Does Our Brain Have Quantum Computer Components?

In preparing a brief presentation for our DSU lunch I found in my writing stack an article on Quantum Entanglement in Neurons May Actually Explain Consciousness which points out that Shanghai University physicists in China explain how entangled photons emitted by carbon-hydrogen bonds in nerve cell insulation could synchronize activity within the brain.

Their findings draw attention to a highly speculative theory on consciousness called the Penrose-Hameroff 'orchestrated-objective reduction' model. Proposed by the highly respected physicist Roger Penrose and the American anesthesiologist Stuart Hameroff, the model suggests networks of cytoskeleton tubules that lend structure to cells – in this case, our neurons – act as a kind of quantum computer that somehow shapes our thinking.

The trio notes the fatty coating called myelin around the nerve cell's axon 'tail' could

conceivably serve as a suitable cylindrical cavity for the amplification of infrared photons

generated elsewhere in the cell, causing carbon-hydrogen bonds to occasionally spit out

pairs of photons that would have a high degree of correlation between their properties.

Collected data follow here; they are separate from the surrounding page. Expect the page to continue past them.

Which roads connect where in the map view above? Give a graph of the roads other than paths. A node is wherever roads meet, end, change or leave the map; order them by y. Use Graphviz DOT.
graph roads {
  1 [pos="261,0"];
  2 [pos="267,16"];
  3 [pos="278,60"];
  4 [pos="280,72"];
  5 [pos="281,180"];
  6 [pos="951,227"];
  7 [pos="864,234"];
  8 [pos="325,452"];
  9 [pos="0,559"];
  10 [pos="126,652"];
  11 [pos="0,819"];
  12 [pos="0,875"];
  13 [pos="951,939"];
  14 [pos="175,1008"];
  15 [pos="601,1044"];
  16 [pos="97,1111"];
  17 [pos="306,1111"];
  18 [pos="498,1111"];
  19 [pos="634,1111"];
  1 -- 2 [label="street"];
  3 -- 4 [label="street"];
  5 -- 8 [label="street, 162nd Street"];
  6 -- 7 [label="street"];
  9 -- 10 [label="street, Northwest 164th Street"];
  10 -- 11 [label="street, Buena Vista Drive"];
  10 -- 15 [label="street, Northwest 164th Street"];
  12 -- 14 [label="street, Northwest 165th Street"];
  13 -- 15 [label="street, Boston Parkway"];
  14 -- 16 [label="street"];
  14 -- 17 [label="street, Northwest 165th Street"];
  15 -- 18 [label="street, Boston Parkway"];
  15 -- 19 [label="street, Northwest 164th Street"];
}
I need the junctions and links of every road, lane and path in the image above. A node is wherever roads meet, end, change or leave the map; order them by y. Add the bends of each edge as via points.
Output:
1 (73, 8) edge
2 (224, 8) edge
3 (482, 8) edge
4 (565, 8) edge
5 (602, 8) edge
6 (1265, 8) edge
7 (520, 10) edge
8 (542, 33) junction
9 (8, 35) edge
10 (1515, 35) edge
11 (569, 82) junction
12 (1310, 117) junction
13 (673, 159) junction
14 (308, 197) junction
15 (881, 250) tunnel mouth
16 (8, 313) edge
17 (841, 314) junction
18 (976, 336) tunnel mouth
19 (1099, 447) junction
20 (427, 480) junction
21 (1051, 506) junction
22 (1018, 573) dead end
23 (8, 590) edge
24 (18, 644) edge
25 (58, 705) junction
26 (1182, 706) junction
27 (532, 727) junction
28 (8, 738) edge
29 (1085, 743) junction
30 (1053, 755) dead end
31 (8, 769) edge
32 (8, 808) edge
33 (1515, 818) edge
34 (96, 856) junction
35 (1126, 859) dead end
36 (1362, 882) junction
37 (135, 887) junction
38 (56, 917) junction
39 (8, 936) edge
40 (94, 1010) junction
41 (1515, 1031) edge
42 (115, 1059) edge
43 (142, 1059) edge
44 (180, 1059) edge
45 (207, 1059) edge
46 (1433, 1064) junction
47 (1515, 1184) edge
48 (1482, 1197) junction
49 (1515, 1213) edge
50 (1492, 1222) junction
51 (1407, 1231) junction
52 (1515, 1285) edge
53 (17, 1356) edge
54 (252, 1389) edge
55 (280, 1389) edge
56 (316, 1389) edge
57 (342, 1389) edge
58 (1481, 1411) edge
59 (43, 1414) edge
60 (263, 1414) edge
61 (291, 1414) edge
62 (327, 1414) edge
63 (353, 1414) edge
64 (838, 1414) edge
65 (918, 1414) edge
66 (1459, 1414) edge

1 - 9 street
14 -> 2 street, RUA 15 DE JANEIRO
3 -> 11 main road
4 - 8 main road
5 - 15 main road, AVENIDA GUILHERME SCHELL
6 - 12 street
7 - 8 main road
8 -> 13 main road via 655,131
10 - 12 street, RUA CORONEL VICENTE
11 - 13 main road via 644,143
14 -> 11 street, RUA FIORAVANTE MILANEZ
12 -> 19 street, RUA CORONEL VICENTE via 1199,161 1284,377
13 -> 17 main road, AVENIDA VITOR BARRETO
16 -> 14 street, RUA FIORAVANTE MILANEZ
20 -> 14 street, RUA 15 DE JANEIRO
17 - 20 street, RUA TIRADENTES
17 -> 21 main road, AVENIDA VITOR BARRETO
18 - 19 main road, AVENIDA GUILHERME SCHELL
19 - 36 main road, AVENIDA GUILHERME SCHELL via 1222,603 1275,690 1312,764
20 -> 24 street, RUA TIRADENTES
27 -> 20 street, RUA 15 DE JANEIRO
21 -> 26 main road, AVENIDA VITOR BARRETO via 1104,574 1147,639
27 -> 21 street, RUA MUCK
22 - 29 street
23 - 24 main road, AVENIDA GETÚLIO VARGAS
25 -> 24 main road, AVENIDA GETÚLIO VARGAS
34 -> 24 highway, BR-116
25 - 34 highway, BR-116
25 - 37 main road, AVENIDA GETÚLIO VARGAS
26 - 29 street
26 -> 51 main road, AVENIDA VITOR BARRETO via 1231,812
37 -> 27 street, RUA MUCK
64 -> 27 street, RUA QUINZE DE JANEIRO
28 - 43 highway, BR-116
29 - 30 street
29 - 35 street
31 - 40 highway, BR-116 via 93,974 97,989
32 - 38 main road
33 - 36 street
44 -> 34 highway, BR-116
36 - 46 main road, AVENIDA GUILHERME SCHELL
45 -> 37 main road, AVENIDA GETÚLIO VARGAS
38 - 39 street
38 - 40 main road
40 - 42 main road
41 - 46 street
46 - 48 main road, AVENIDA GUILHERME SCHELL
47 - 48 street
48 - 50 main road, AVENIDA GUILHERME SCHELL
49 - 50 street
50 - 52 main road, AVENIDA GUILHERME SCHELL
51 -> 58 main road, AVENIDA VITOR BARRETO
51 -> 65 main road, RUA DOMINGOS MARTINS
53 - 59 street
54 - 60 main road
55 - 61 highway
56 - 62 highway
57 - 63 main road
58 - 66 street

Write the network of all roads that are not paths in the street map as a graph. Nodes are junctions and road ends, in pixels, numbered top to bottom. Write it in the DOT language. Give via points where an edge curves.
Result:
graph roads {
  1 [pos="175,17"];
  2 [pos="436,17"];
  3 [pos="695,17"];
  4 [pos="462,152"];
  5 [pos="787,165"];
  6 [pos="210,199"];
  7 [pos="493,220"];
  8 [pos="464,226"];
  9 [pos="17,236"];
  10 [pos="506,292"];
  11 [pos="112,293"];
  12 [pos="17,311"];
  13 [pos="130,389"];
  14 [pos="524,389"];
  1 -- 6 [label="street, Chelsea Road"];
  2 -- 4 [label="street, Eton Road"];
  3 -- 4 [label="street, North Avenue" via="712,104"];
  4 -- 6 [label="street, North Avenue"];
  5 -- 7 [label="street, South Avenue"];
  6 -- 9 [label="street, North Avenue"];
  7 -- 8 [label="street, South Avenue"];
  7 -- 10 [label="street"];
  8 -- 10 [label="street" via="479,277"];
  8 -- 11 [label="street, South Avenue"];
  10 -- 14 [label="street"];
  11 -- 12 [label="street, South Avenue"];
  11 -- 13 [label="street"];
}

Movements of these entangled photons through the ionic tides of the brain's biochemistry just might drive correlations between processes that play a central role in the organ's ability to synchronize. Mounting evidence suggests the fuzzy superposition states of electron spins in proteins called cryptochromes can be influenced by magnetic fields in a way that helps explain long-distance navigation in some animals.

Another article notes that seeing our world through the eyes of a migratory bird would be a rather spooky experience. Something about their visual system allows them to 'see' our planet's magnetic field, a clever trick of quantum physics and biochemistry that helps them navigate vast distances.

Now, for the first time ever, scientists from the University of Tokyo have directly observed a key reaction hypothesised to be behind birds' (and many other creatures') talents for sensing the direction of the planet's poles.  Importantly, this is evidence of quantum physics directly affecting a biochemical reaction in a cell.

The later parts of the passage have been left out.